Streaming Architectures for Medical Image Reconstruction
This event is free and open to the publicAdd to Google Calendar
Virtual (passcode: 1337)
ABSTRACT: Non-invasive imaging modalities have recently seen increased use in clinical diagnostic procedures. Unfortunately, emerging computational imaging techniques, such as those found in 3D ultrasound and iterative magnetic resonance imaging (MRI), are severely limited by the high computational requirements and poor algorithmic efficiency in current parallel hardware—often leading to significant delays before a doctor or technician can review the image, which can negatively impact patients in need of fast, highly accurate diagnosis. To make matters worse, the high raw data bandwidth found in 3D ultrasound requires on-chip volume reconstruction with a tight power dissipation budget—dissipation of more than 5~W may burn the skin of the patient. The tight power constraints and high volume rates required by emerging applications require orders of magnitude improvement over state-of-the-art systems in terms of both reconstruction time and energy efficiency. The goal of the research outlined in this dissertation is to reduce the time and energy required to perform medical image reconstruction through software/hardware co-design. By analyzing algorithms with a hardware-centric focus, we develop novel algorithmic improvements which simultaneously reduce computational requirements and map more efficiently to traditional hardware architectures. We then design and implement hardware accelerators which push the new algorithms to their full potential.
In the first part of this dissertation, we characterize the performance bottlenecks of high-volume-rate 3D ultrasound imaging. By analyzing the 3D plane-wave ultrasound algorithm, we reduce computational and storage requirements in Delay Compression. Delay Compression recognizes additional symmetry in the planar transmission scheme found in 2D, 3D, and 3D-Separable plane-wave ultrasound implementations, enabling on-chip storage of the reconstruction constants for the first time and eliminating the most power-intensive component of the reconstruction process. We then design and implement Tetris, a streaming hardware accelerator for 3D-Separable plane-wave ultrasound. Tetris is enabled by the Tetris Reservation Station (RS), a novel 2D register file that buffers incomplete voxels and eliminates the need for a traditional load-and-store memory interface. Utilizing a fully pipelined architecture, Tetris reconstructs volumes at physics-limited rates (i.e., limited by the physical propagation speed of sound through tissue).

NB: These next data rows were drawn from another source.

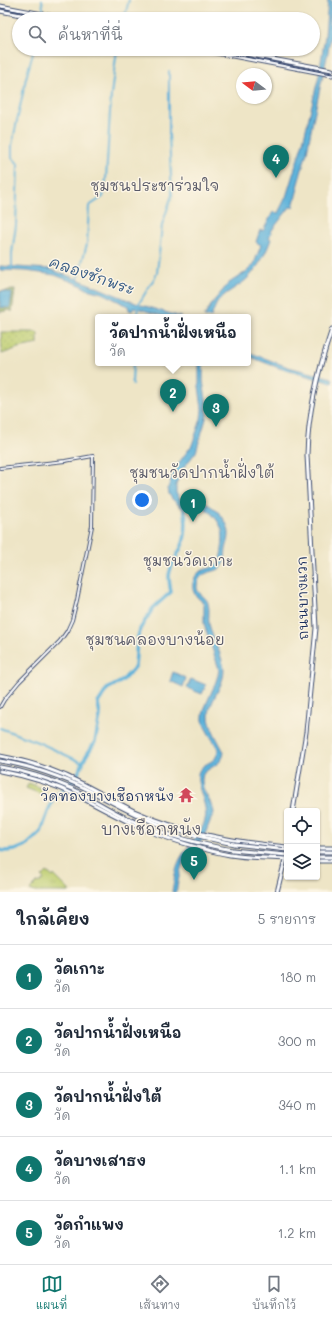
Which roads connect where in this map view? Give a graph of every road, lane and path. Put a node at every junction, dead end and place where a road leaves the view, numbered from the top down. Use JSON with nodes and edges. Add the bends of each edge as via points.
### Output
{"nodes":[{"id":1,"x":0,"y":8,"type":"edge"},
{"id":2,"x":5,"y":9,"type":"junction"},
{"id":3,"x":26,"y":11,"type":"junction"},
{"id":4,"x":12,"y":12,"type":"edge"},
{"id":5,"x":14,"y":12,"type":"edge"},
{"id":6,"x":32,"y":12,"type":"edge"},
{"id":7,"x":234,"y":56,"type":"edge"},
{"id":8,"x":255,"y":56,"type":"edge"},
{"id":9,"x":332,"y":70,"type":"edge"},
{"id":10,"x":332,"y":75,"type":"edge"},
{"id":11,"x":332,"y":329,"type":"edge"},
{"id":12,"x":0,"y":468,"type":"edge"},
{"id":13,"x":0,"y":707,"type":"edge"},
{"id":14,"x":0,"y":756,"type":"edge"},
{"id":15,"x":0,"y":761,"type":"edge"},
{"id":16,"x":0,"y":769,"type":"edge"},
{"id":17,"x":67,"y":779,"type":"junction"},
{"id":18,"x":78,"y":784,"type":"junction"},
{"id":19,"x":62,"y":787,"type":"junction"},
{"id":20,"x":105,"y":796,"type":"junction"},
{"id":21,"x":119,"y":806,"type":"junction"},
{"id":22,"x":99,"y":807,"type":"junction"},
{"id":23,"x":293,"y":808,"type":"edge"},
{"id":24,"x":117,"y":812,"type":"junction"},
{"id":25,"x":192,"y":833,"type":"junction"},
{"id":26,"x":205,"y":836,"type":"junction"},
{"id":27,"x":184,"y":842,"type":"junction"},
{"id":28,"x":266,"y":844,"type":"junction"},
{"id":29,"x":284,"y":847,"type":"edge"},
{"id":30,"x":320,"y":848,"type":"edge"},
{"id":31,"x":332,"y":848,"type":"edge"},
{"id":32,"x":284,"y":851,"type":"edge"},
{"id":33,"x":320,"y":852,"type":"edge"},
{"id":34,"x":332,"y":852,"type":"edge"},
{"id":35,"x":284,"y":855,"type":"edge"},
{"id":36,"x":320,"y":857,"type":"edge"},
{"id":37,"x":332,"y":857,"type":"edge"},
{"id":38,"x":264,"y":858,"type":"junction"},
{"id":39,"x":284,"y":859,"type":"edge"},
{"id":40,"x":320,"y":861,"type":"edge"},
{"id":41,"x":332,"y":861,"type":"edge"},
{"id":42,"x":284,"y":866,"type":"edge"},
{"id":43,"x":277,"y":892,"type":"edge"}],
"edges":[{"from":1,"to":2,"type":"main road"},
{"from":1,"to":3,"type":"main road"},
{"from":1,"to":4,"type":"main road"},
{"from":2,"to":3,"type":"main road"},
{"from":2,"to":5,"type":"main road"},
{"from":3,"to":6,"type":"main road"},
{"from":7,"to":10,"type":"main road"},
{"from":8,"to":9,"type":"main road"},
{"from":11,"to":23,"type":"main road","name":"ถนนบางแวก","via":[[316,383],[308,434],[316,632],[306,732]]},
{"from":12,"to":13,"type":"street","via":[[94,456],[92,526],[72,620],[60,641],[20,682]]},
{"from":14,"to":17,"type":"main road"},
{"from":15,"to":17,"type":"main road"},
{"from":16,"to":19,"type":"main road"},
{"from":16,"to":19,"type":"main road","via":[[36,775]]},
{"from":17,"to":18,"type":"main road"},
{"from":18,"to":20,"type":"main road"},
{"from":18,"to":21,"type":"main road"},
{"from":19,"to":22,"type":"main road"},
{"from":19,"to":24,"type":"main road","via":[[74,790]]},
{"from":20,"to":21,"type":"main road"},
{"from":20,"to":25,"type":"main road","via":[[151,818]]},
{"from":21,"to":25,"type":"main road","via":[[153,822]]},
{"from":22,"to":24,"type":"main road"},
{"from":22,"to":27,"type":"main road","via":[[148,831]]},
{"from":24,"to":27,"type":"main road"},
{"from":25,"to":26,"type":"main road"},
{"from":26,"to":28,"type":"main road"},
{"from":26,"to":32,"type":"main road","bridge":true,"via":[[234,844]]},
{"from":27,"to":35,"type":"main road","bridge":true},
{"from":27,"to":38,"type":"main road","via":[[229,855]]},
{"from":28,"to":29,"type":"main road"},
{"from":28,"to":38,"type":"main road","via":[[278,849],[279,853],[276,857]]},
{"from":30,"to":31,"type":"main road"},
{"from":33,"to":34,"type":"main road"},
{"from":36,"to":37,"type":"main road"},
{"from":38,"to":39,"type":"main road"},
{"from":40,"to":41,"type":"main road"},
{"from":42,"to":43,"type":"main road"}]}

Next, we review a core component of several computational imaging modalities, the Non-uniform Fast Fourier Transform (NuFFT), focusing on its use in MRI reconstruction. We find that the non-uniform interpolation step therein requires over 99% of the reconstruction time due to poor spatial and temporal memory locality. While prior work has made great strides in improving the performance of the NuFFT, the most common algorithmic optimization severely limits the available parallelism, causing it to map poorly to the massively parallel processing available in modern GPUs and FPGAs. To this end, we create Slice-and-Dice, a processing model which enables efficient mapping of the NuFFT’s most computationally-intensive component onto traditional parallel architectures. We then demonstrate the full acceleration potential of Slice-and-Dice with Jigsaw, a custom hardware accelerator which performs the non-uniform interpolations found in the NuFFT in time approximately linear in the number of non-uniform samples, irrespective of sampling pattern, uniform grid size, or interpolation kernel width.
The algorithms and architectures herein enable faster, more efficient medical image reconstruction, without sacrificing image quality. By decreasing the time and energy required for image reconstruction, our work opens the door for future exploration into higher-resolution imaging and emerging, computationally complex reconstruction algorithms which improve the speed and quality of patient diagnosis.